_WHAT TO DO_
List all lines of the data that include the string "north".

_SUPPLIED ENTRIES_

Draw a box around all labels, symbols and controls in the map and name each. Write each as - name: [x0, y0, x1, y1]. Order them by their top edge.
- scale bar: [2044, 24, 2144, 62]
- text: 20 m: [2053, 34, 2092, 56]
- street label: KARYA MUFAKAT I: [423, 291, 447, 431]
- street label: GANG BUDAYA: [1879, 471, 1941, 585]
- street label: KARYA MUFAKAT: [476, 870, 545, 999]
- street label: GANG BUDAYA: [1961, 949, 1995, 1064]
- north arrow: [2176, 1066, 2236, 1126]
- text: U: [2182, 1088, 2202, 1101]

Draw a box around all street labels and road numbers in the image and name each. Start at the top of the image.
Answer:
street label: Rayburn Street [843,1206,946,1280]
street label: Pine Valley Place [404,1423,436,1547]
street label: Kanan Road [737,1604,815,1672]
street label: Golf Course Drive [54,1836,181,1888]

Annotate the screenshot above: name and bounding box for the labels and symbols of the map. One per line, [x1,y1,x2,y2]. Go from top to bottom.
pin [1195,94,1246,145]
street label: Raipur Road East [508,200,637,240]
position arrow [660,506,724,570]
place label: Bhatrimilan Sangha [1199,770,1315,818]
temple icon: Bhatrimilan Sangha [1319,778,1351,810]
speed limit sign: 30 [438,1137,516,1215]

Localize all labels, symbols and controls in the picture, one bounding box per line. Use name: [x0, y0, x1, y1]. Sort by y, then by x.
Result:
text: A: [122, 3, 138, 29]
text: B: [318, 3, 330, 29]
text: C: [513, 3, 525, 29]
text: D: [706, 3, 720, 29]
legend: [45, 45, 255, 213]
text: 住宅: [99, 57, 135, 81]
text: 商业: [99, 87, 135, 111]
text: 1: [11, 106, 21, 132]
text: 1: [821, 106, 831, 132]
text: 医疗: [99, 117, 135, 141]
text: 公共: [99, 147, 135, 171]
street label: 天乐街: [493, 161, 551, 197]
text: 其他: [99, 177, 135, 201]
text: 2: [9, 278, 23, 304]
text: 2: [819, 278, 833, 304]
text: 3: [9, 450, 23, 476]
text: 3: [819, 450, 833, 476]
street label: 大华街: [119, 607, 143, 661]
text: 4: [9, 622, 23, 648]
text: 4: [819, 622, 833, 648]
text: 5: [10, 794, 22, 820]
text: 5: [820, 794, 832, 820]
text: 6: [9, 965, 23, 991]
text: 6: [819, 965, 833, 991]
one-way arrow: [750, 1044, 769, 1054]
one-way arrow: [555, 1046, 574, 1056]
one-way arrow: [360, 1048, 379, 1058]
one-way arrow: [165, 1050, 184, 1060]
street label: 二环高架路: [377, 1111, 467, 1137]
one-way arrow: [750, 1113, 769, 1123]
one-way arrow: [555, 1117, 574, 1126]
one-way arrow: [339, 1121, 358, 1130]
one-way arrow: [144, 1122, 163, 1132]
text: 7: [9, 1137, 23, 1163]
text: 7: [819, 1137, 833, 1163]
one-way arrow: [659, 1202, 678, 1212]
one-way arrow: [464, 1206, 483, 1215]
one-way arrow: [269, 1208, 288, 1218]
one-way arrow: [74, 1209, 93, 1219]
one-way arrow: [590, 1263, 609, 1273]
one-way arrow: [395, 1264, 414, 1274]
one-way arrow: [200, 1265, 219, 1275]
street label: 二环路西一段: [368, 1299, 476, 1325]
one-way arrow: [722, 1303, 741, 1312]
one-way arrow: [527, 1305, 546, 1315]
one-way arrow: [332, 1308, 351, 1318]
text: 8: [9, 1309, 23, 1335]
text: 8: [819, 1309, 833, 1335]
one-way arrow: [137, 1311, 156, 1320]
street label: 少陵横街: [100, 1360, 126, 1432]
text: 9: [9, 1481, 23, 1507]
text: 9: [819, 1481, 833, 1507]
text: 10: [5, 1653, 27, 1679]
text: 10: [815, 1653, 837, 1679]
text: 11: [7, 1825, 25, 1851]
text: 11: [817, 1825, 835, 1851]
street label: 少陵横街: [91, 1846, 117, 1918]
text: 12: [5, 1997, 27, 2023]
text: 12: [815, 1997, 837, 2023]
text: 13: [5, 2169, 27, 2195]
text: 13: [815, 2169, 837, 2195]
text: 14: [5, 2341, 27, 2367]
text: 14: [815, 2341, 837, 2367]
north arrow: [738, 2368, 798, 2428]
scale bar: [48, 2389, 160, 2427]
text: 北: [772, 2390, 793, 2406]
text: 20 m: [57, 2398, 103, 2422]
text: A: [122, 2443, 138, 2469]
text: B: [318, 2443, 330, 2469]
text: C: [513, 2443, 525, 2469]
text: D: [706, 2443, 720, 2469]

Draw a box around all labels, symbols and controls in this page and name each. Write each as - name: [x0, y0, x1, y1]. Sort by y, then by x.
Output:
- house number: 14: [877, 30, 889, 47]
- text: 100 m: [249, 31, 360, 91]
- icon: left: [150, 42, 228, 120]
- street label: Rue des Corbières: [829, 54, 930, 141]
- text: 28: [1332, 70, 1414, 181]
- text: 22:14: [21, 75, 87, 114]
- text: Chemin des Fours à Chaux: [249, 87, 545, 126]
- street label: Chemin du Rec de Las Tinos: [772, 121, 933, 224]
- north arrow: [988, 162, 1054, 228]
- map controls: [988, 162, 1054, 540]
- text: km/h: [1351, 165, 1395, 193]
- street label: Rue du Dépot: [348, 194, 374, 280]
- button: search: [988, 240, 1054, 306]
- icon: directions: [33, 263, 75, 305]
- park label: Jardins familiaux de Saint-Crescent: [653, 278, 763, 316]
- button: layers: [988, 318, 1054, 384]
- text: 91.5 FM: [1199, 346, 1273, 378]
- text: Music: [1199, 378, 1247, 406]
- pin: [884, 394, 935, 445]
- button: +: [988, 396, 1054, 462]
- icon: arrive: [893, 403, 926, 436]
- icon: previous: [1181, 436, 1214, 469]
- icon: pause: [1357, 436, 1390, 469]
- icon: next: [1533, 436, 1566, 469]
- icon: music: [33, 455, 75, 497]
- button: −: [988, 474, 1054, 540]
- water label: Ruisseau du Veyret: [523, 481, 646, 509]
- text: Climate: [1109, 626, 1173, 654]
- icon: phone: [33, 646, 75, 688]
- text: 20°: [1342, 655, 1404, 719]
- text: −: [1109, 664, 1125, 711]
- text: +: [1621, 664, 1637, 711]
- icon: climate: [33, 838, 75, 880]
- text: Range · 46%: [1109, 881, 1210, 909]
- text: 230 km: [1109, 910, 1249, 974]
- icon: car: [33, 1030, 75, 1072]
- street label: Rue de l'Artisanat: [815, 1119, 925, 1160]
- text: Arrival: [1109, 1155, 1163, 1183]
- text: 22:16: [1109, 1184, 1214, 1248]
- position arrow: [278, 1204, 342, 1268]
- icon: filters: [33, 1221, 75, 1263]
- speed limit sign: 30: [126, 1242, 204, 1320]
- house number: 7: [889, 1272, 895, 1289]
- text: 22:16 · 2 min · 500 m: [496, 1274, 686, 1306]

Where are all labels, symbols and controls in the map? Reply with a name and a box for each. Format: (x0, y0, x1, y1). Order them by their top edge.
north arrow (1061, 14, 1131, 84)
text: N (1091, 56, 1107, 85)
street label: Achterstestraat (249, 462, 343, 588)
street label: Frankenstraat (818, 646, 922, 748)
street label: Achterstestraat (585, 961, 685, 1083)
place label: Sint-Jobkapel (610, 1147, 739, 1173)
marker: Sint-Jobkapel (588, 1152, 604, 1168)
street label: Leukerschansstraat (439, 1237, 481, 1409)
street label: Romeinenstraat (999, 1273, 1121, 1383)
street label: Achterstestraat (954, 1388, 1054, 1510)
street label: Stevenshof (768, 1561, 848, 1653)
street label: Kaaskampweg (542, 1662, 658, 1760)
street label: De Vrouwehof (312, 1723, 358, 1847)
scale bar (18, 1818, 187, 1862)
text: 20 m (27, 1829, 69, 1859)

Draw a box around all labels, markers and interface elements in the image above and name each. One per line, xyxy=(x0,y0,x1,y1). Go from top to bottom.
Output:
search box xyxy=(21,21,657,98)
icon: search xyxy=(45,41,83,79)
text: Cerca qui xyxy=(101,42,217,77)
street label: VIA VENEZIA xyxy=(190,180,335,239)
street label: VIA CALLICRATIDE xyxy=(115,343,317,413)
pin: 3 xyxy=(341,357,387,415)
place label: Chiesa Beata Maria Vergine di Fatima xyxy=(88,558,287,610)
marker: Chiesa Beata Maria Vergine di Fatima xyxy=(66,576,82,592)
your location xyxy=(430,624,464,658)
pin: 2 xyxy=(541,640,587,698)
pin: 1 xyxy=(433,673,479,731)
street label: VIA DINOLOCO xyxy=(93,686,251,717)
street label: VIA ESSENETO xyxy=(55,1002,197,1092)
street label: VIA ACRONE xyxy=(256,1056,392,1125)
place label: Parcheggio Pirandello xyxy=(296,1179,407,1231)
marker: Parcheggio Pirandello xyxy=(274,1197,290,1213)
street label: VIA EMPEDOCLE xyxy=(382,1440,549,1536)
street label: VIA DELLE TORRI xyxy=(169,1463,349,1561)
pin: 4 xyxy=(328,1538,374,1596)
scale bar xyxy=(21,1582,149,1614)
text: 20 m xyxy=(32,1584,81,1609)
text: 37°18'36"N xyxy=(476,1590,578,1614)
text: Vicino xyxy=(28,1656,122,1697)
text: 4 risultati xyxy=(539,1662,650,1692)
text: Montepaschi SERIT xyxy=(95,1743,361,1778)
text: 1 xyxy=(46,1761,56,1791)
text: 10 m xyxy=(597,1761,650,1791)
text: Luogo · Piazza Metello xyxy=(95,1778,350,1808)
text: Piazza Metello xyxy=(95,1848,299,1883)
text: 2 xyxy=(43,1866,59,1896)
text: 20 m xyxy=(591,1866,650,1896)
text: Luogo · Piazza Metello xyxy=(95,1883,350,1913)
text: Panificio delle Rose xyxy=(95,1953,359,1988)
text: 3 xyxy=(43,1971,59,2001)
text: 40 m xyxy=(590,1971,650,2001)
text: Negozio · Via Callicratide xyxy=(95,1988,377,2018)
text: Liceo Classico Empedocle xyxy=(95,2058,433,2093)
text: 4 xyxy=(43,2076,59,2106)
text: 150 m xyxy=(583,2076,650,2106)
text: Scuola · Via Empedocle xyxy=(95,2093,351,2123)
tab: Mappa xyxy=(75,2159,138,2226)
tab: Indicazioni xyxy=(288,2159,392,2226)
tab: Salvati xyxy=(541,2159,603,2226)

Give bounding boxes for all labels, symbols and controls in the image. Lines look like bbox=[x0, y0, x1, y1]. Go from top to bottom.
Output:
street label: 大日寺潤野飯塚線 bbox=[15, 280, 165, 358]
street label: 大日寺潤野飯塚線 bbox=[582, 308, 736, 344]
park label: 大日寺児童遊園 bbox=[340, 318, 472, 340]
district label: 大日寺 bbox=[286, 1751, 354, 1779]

_RESPONSE AREA_
- north arrow: [2176, 1066, 2236, 1126]
north arrow: [738, 2368, 798, 2428]
- north arrow: [988, 162, 1054, 228]
north arrow (1061, 14, 1131, 84)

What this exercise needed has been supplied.